======== Raw data ========

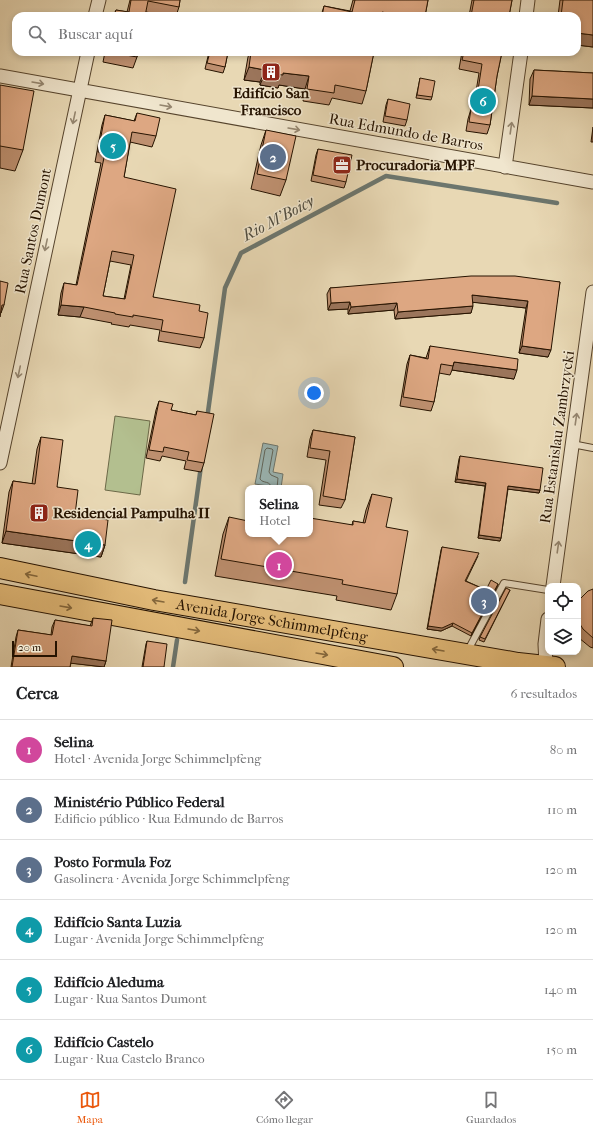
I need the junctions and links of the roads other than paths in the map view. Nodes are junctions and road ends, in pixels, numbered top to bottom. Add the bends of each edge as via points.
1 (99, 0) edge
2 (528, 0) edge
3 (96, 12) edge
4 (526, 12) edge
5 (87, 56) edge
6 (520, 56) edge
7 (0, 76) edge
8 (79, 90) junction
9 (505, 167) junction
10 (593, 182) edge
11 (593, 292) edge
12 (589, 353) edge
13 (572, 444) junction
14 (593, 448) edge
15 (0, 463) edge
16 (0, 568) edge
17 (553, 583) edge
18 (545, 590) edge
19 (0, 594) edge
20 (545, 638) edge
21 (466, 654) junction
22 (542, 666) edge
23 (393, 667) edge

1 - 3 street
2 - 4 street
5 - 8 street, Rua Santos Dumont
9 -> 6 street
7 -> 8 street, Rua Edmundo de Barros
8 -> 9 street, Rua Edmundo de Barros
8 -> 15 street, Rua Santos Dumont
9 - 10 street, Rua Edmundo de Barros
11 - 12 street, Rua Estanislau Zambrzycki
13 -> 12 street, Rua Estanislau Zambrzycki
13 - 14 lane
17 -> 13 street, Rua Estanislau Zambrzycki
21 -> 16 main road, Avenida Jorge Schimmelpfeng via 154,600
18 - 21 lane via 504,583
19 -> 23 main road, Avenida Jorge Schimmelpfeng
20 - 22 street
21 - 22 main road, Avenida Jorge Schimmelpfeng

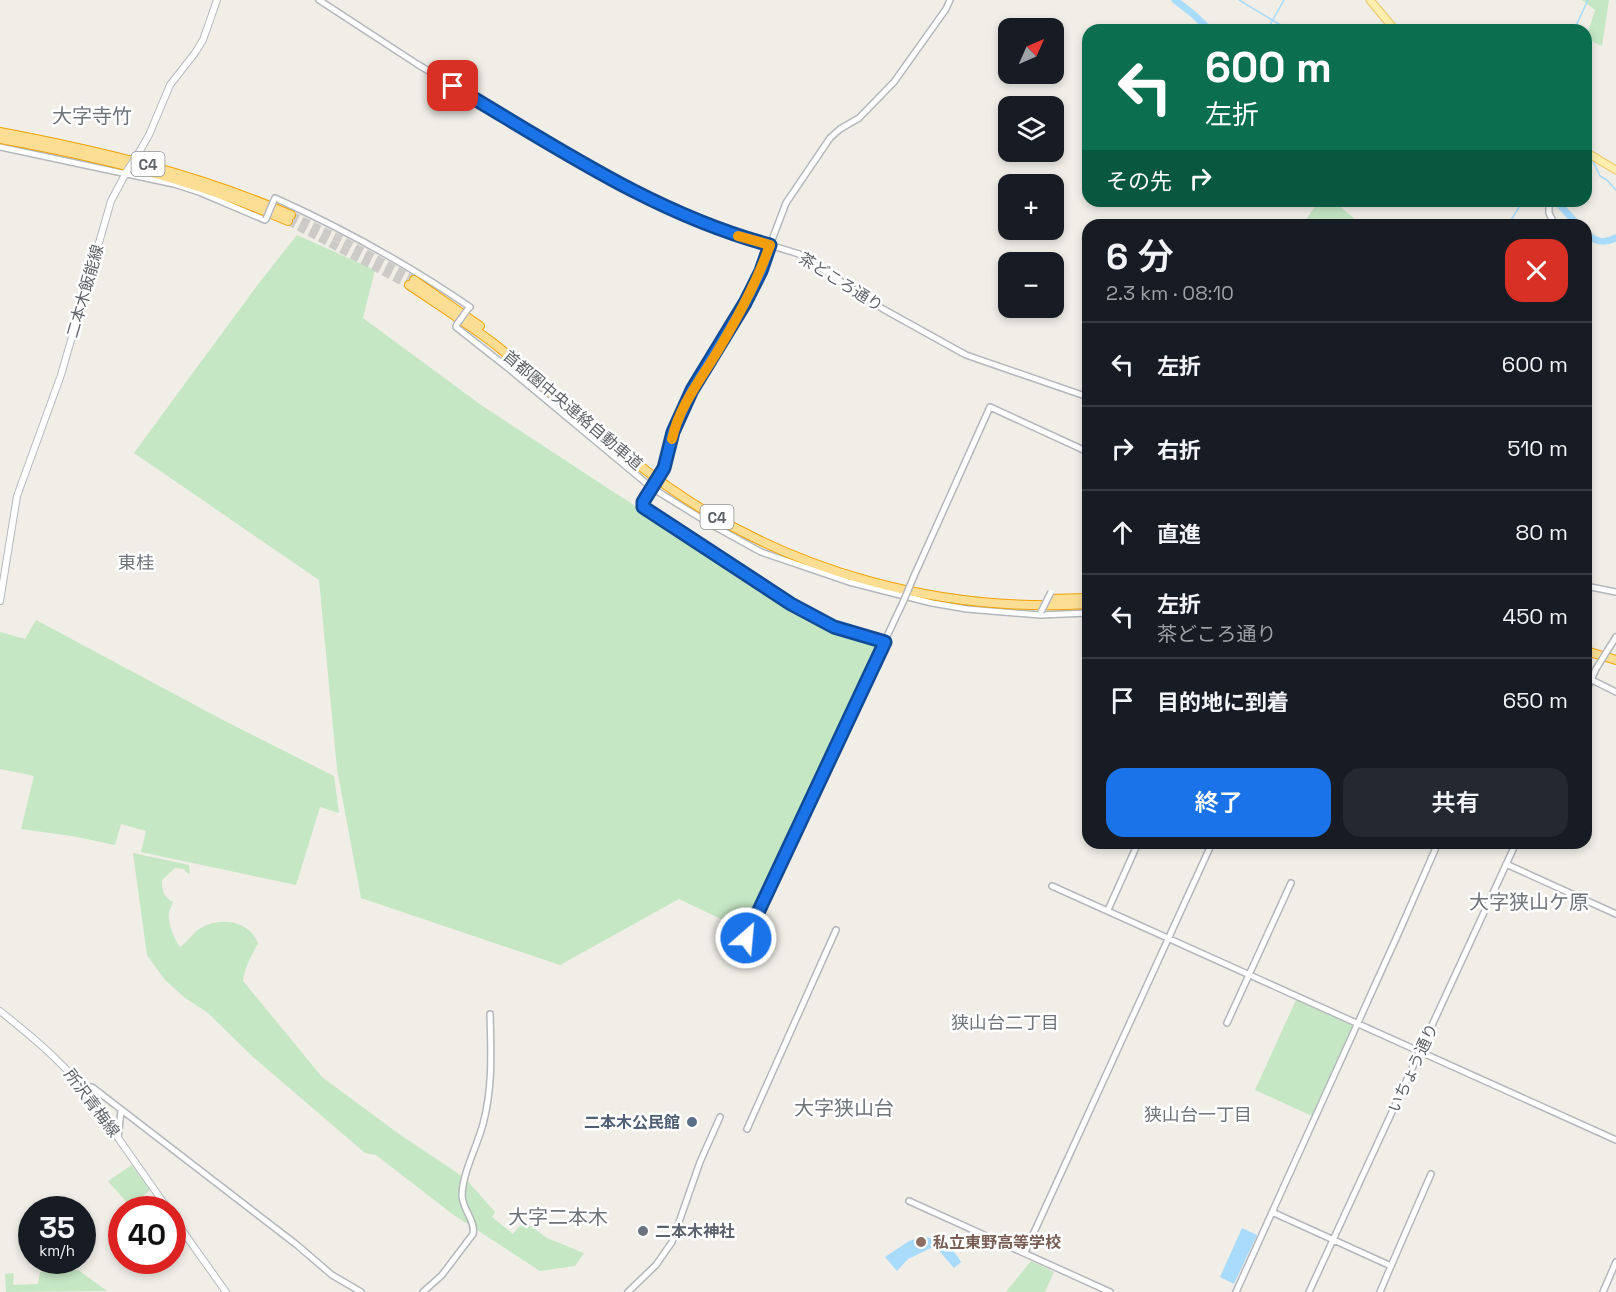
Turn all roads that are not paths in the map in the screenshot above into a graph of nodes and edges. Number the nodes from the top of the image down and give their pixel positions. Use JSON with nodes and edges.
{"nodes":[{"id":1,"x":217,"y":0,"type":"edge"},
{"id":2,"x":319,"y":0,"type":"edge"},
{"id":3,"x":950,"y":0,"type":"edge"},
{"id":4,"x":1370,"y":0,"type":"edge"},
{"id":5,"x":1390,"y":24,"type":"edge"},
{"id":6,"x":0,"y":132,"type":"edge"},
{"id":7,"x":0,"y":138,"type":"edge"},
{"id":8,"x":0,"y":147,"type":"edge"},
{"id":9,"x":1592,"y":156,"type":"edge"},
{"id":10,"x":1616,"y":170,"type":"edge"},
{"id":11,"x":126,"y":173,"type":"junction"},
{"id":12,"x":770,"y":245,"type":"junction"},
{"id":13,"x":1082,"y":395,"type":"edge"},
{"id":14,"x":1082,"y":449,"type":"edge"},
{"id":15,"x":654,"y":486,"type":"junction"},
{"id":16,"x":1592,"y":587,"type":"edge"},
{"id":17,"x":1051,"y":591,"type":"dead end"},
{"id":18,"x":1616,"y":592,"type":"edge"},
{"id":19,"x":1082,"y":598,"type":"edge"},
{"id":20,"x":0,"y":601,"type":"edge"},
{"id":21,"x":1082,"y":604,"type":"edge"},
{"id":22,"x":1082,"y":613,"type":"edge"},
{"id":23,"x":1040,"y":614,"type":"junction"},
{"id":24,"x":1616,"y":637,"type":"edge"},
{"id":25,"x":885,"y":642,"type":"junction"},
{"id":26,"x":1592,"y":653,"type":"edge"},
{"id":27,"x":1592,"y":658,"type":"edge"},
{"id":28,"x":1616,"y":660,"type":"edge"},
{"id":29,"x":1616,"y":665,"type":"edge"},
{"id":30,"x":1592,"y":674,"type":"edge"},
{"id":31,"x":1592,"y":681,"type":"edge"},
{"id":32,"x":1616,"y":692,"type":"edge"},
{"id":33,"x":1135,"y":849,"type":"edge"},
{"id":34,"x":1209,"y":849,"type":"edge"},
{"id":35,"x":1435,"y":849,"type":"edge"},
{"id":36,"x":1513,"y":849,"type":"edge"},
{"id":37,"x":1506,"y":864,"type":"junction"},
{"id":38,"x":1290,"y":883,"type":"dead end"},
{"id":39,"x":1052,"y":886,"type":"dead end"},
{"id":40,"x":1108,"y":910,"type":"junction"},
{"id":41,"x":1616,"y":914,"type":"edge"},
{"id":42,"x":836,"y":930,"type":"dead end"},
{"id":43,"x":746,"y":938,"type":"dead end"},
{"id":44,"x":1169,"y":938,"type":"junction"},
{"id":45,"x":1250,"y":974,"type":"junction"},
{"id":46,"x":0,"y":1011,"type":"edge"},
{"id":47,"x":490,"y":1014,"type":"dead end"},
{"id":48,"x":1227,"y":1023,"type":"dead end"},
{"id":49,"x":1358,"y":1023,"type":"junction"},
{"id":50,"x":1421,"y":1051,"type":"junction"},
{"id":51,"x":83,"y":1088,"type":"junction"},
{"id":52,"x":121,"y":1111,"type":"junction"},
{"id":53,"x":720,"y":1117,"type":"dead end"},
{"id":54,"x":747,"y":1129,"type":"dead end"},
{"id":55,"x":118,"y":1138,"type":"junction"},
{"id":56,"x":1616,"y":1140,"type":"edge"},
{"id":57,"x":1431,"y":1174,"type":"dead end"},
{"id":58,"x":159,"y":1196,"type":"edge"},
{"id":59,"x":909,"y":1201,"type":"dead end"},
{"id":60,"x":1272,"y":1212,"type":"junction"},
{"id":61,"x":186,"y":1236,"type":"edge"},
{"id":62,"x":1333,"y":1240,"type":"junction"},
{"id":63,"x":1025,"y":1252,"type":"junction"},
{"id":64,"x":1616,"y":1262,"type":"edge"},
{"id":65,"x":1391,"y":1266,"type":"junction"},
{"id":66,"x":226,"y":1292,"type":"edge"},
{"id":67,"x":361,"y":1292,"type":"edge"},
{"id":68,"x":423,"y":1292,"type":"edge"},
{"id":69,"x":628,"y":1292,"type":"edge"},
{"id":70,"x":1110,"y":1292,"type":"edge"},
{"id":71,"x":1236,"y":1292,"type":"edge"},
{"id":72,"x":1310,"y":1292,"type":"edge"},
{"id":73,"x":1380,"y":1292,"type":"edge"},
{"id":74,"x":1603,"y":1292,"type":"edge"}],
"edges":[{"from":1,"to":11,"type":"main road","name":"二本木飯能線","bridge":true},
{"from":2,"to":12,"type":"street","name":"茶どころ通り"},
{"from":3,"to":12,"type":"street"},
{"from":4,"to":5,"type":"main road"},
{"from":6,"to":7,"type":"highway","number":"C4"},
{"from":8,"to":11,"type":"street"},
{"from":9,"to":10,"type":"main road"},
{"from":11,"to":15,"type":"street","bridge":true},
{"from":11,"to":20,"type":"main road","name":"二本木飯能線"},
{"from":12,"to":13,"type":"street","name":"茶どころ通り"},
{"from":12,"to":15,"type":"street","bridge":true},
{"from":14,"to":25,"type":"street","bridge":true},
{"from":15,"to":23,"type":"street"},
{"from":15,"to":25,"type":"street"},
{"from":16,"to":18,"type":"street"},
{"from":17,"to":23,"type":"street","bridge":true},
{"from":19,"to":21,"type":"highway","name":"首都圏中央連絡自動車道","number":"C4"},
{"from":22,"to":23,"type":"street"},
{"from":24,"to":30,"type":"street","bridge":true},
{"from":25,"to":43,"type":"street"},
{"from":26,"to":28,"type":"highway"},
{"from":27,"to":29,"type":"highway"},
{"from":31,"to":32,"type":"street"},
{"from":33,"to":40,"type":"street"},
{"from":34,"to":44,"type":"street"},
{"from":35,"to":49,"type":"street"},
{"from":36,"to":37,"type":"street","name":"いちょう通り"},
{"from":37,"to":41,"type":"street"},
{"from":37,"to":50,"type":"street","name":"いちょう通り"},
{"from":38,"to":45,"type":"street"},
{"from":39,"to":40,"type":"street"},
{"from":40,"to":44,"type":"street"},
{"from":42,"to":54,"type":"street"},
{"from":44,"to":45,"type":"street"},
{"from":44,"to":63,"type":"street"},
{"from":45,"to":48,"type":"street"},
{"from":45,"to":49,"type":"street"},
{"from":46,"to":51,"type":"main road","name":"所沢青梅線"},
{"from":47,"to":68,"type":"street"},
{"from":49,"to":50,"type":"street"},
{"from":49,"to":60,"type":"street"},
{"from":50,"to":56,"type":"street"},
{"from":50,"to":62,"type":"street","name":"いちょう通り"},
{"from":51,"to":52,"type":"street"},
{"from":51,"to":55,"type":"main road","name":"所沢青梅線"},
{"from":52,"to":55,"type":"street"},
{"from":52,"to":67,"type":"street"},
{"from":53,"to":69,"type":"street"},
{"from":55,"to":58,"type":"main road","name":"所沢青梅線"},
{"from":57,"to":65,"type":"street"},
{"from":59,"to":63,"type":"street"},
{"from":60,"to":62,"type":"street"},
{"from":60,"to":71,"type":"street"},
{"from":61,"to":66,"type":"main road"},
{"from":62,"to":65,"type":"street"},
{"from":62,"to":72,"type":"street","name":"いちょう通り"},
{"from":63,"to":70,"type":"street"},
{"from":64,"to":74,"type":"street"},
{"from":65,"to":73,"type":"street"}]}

========
======== Raw data ========

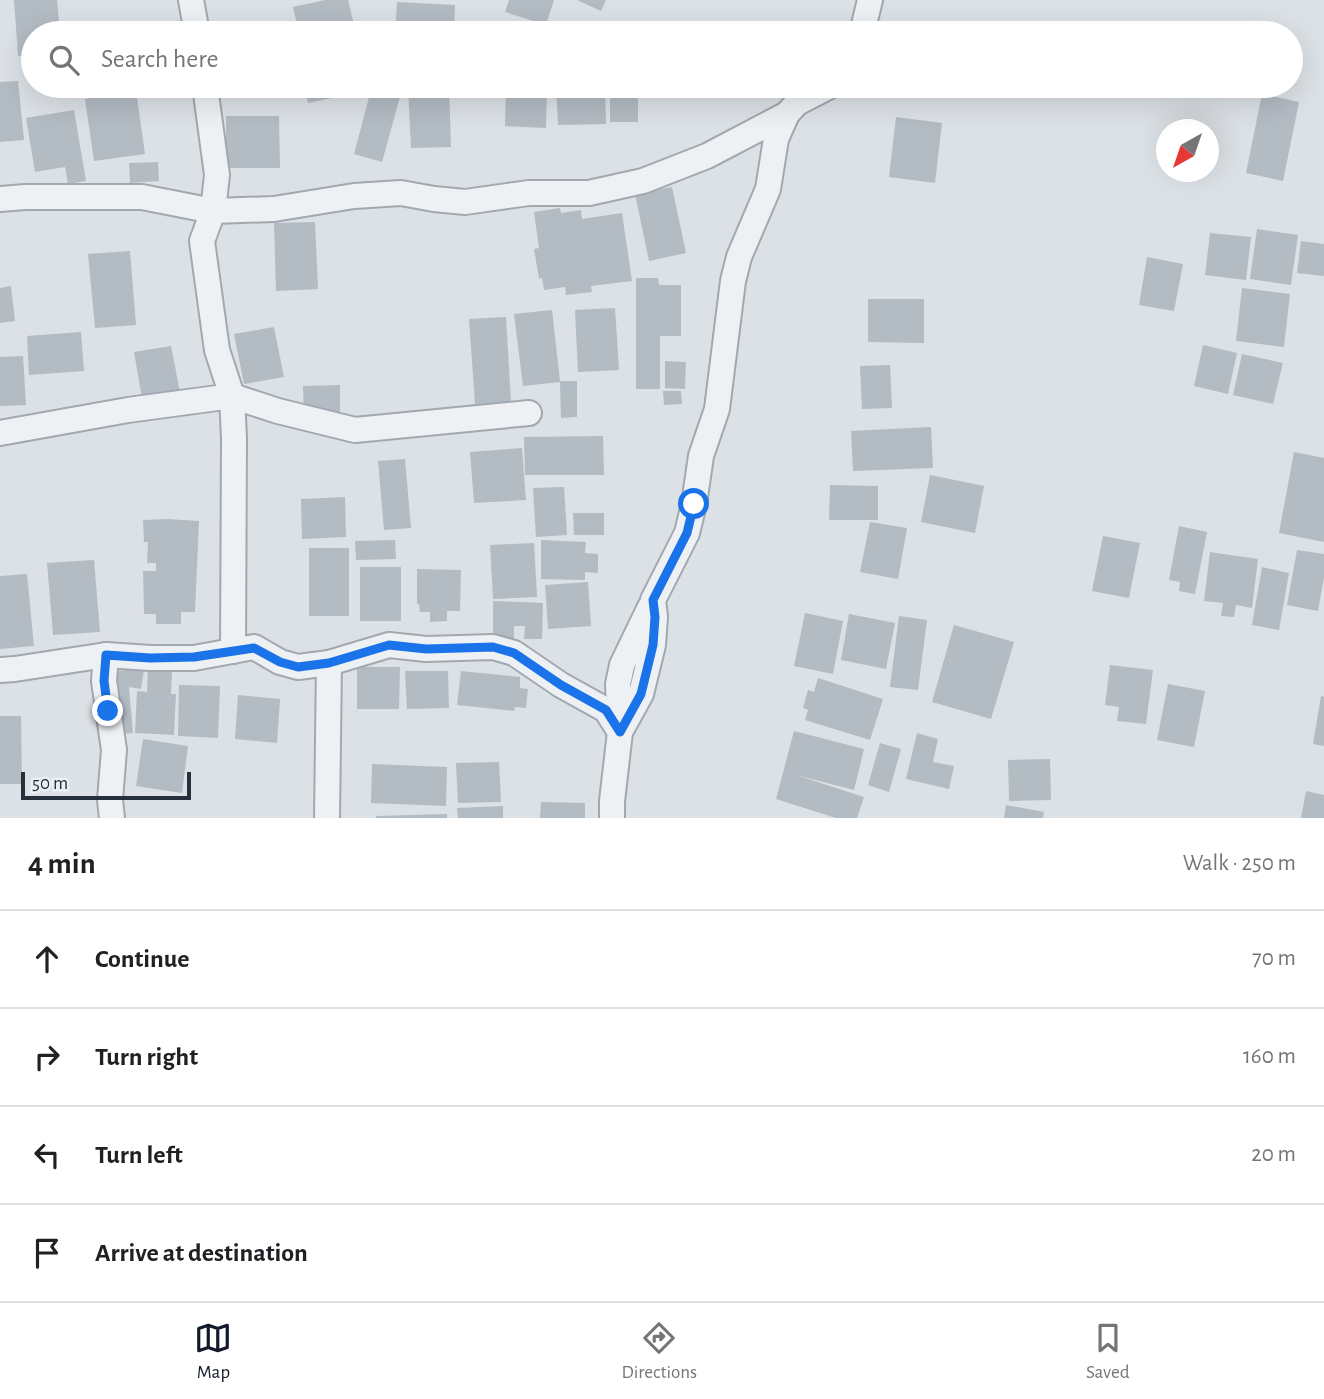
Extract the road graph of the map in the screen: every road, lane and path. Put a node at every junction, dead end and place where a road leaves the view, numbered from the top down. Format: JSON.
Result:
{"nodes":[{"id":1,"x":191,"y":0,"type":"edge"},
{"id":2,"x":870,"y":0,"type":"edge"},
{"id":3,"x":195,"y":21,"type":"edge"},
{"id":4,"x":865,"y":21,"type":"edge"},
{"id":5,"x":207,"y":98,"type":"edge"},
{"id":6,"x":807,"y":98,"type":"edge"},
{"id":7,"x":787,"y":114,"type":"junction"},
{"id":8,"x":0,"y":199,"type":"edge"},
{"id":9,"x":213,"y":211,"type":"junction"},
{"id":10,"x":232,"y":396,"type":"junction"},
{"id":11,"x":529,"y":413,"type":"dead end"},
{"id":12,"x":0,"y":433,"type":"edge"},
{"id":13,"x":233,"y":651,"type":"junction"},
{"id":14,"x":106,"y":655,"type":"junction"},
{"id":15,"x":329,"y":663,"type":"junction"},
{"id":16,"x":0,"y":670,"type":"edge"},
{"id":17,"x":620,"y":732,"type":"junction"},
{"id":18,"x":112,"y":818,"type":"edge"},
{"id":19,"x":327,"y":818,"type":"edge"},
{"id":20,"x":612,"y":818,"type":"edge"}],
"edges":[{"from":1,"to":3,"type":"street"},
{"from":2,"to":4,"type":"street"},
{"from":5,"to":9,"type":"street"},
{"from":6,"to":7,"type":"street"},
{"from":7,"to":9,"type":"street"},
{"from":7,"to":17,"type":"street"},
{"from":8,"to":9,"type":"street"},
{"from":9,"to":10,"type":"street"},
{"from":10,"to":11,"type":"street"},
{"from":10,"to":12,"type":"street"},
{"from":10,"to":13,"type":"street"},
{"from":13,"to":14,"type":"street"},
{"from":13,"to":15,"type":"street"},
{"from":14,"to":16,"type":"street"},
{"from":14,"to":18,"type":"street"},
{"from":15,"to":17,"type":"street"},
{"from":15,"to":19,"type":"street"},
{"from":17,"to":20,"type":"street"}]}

========

### Try it
In the data above, how many lines contain the string "JSON"? Answer with the number only.

### Task response
2